▶ **ACTIVITY**: Your answer must be an exact copy of the entries below, with every picture removed.

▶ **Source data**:
==================================================

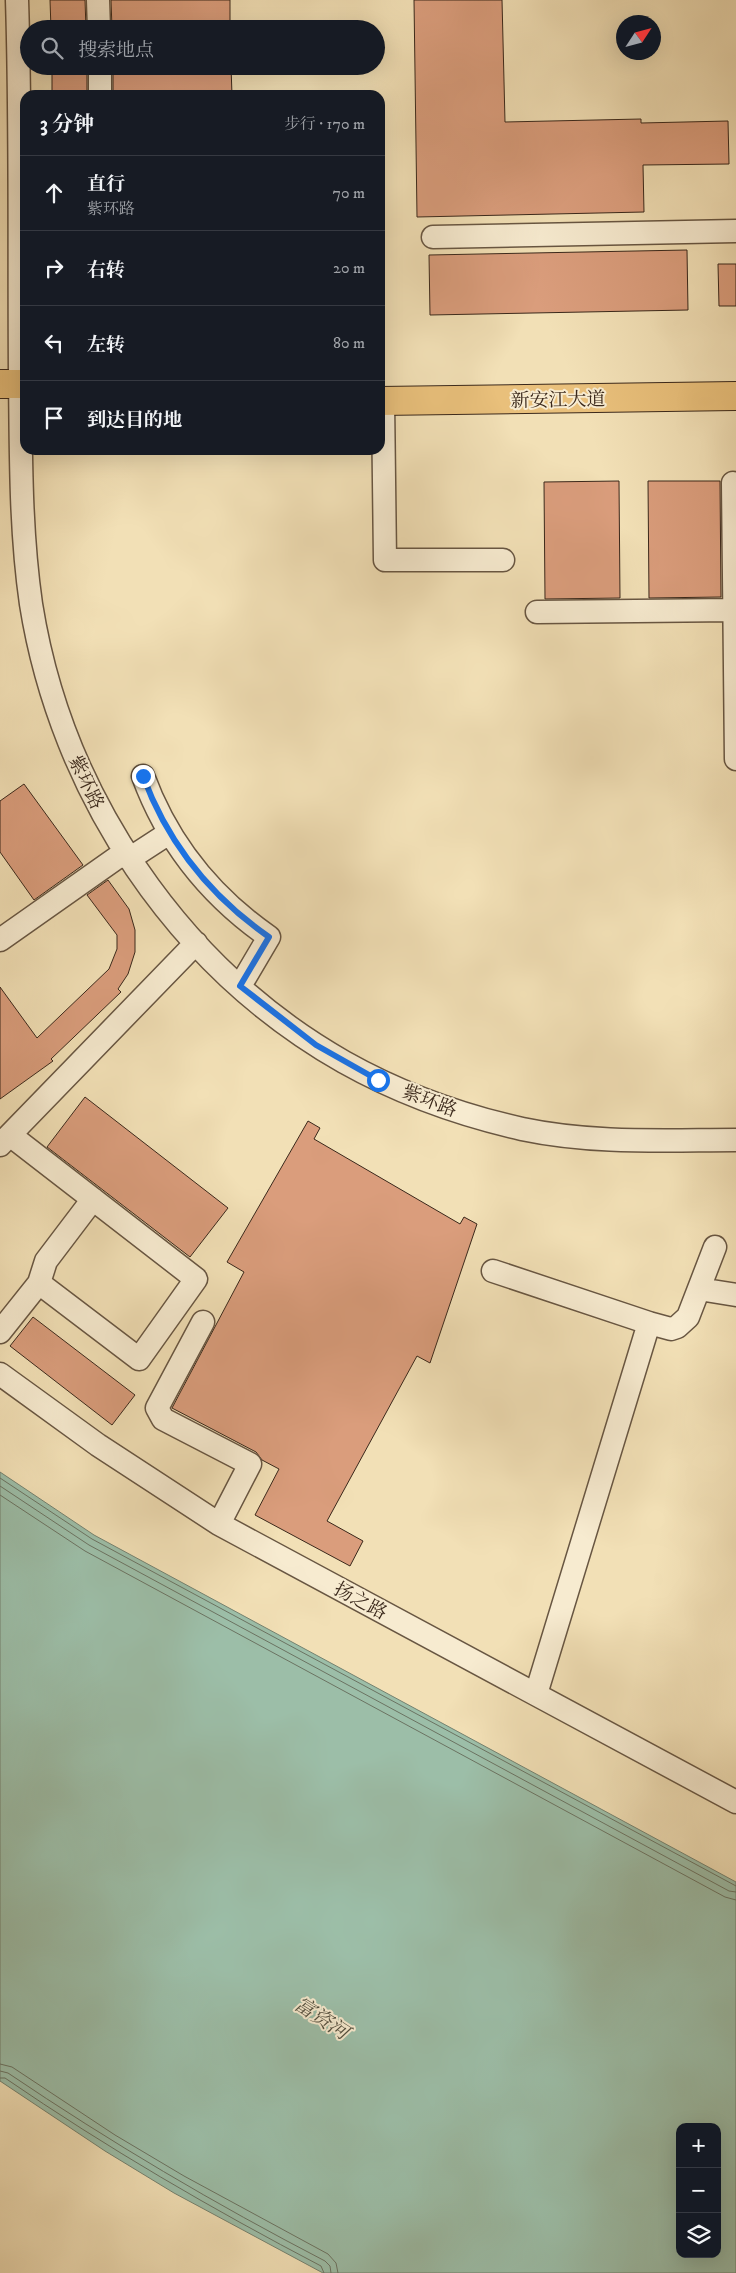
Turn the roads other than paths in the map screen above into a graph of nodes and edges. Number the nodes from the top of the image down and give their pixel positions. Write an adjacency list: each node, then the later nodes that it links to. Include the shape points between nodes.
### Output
1 (17, 0): 6 (street, 紫环路)
2 (98, 0): 3 (street)
3 (99, 20)
4 (100, 75): 5 (street)
5 (100, 90)
6 (20, 100)
7 (20, 175): 8 (street, 紫环路)
8 (10, 216): 12 (street, 紫环路)
9 (736, 231): 10 (street)
10 (432, 237)
11 (736, 378): 13 (main road, 新安江大道)
12 (15, 393): 25 (street, 紫环路, via 22,525 39,646 73,752 100,810)
13 (385, 395)
14 (385, 395): 15 (main road, 新安江大道)
15 (736, 396)
16 (382, 455): 18 (street, via 385,560)
17 (733, 482): 19 (street)
18 (503, 560)
19 (734, 610): 20 (street); 21 (street)
20 (537, 612)
21 (736, 659): 22 (street)
22 (736, 759)
23 (143, 776): 24 (street)
24 (169, 833): 25 (street); 28 (street, via 213,891 269,937)
25 (127, 855): 26 (street); 27 (street, 紫环路, via 160,902)
26 (0, 940)
27 (196, 943): 28 (street, 紫环路); 29 (street)
28 (240, 986): 30 (street, 紫环路, via 290,1026 344,1062 386,1084 449,1109 518,1128 607,1141)
29 (5, 1140): 31 (street)
30 (736, 1140)
31 (93, 1199): 34 (street, via 46,1261); 34 (street, via 196,1279 139,1359)
32 (715, 1247): 35 (street)
33 (493, 1271): 38 (street)
34 (39, 1283): 39 (street)
35 (699, 1289): 36 (street); 38 (street, via 688,1317 677,1327 671,1329)
36 (736, 1295)
37 (203, 1322): 41 (street, via 157,1408 163,1418 250,1464)
38 (649, 1323): 42 (street)
39 (0, 1332)
40 (0, 1374): 41 (street, 扬之路, via 98,1445)
41 (219, 1524): 42 (street, 扬之路)
42 (536, 1694): 43 (street, 扬之路)
43 (736, 1802)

==================================================

▶ **ANSWER TO THIS PROBLEM**:
Turn the roads other than paths in the map screen above into a graph of nodes and edges. Number the nodes from the top of the image down and give their pixel positions. Write an adjacency list: each node, then the later nodes that it links to. Include the shape points between nodes.
### Output
1 (17, 0): 6 (street, 紫环路)
2 (98, 0): 3 (street)
3 (99, 20)
4 (100, 75): 5 (street)
5 (100, 90)
6 (20, 100)
7 (20, 175): 8 (street, 紫环路)
8 (10, 216): 12 (street, 紫环路)
9 (736, 231): 10 (street)
10 (432, 237)
11 (736, 378): 13 (main road, 新安江大道)
12 (15, 393): 25 (street, 紫环路, via 22,525 39,646 73,752 100,810)
13 (385, 395)
14 (385, 395): 15 (main road, 新安江大道)
15 (736, 396)
16 (382, 455): 18 (street, via 385,560)
17 (733, 482): 19 (street)
18 (503, 560)
19 (734, 610): 20 (street); 21 (street)
20 (537, 612)
21 (736, 659): 22 (street)
22 (736, 759)
23 (143, 776): 24 (street)
24 (169, 833): 25 (street); 28 (street, via 213,891 269,937)
25 (127, 855): 26 (street); 27 (street, 紫环路, via 160,902)
26 (0, 940)
27 (196, 943): 28 (street, 紫环路); 29 (street)
28 (240, 986): 30 (street, 紫环路, via 290,1026 344,1062 386,1084 449,1109 518,1128 607,1141)
29 (5, 1140): 31 (street)
30 (736, 1140)
31 (93, 1199): 34 (street, via 46,1261); 34 (street, via 196,1279 139,1359)
32 (715, 1247): 35 (street)
33 (493, 1271): 38 (street)
34 (39, 1283): 39 (street)
35 (699, 1289): 36 (street); 38 (street, via 688,1317 677,1327 671,1329)
36 (736, 1295)
37 (203, 1322): 41 (street, via 157,1408 163,1418 250,1464)
38 (649, 1323): 42 (street)
39 (0, 1332)
40 (0, 1374): 41 (street, 扬之路, via 98,1445)
41 (219, 1524): 42 (street, 扬之路)
42 (536, 1694): 43 (street, 扬之路)
43 (736, 1802)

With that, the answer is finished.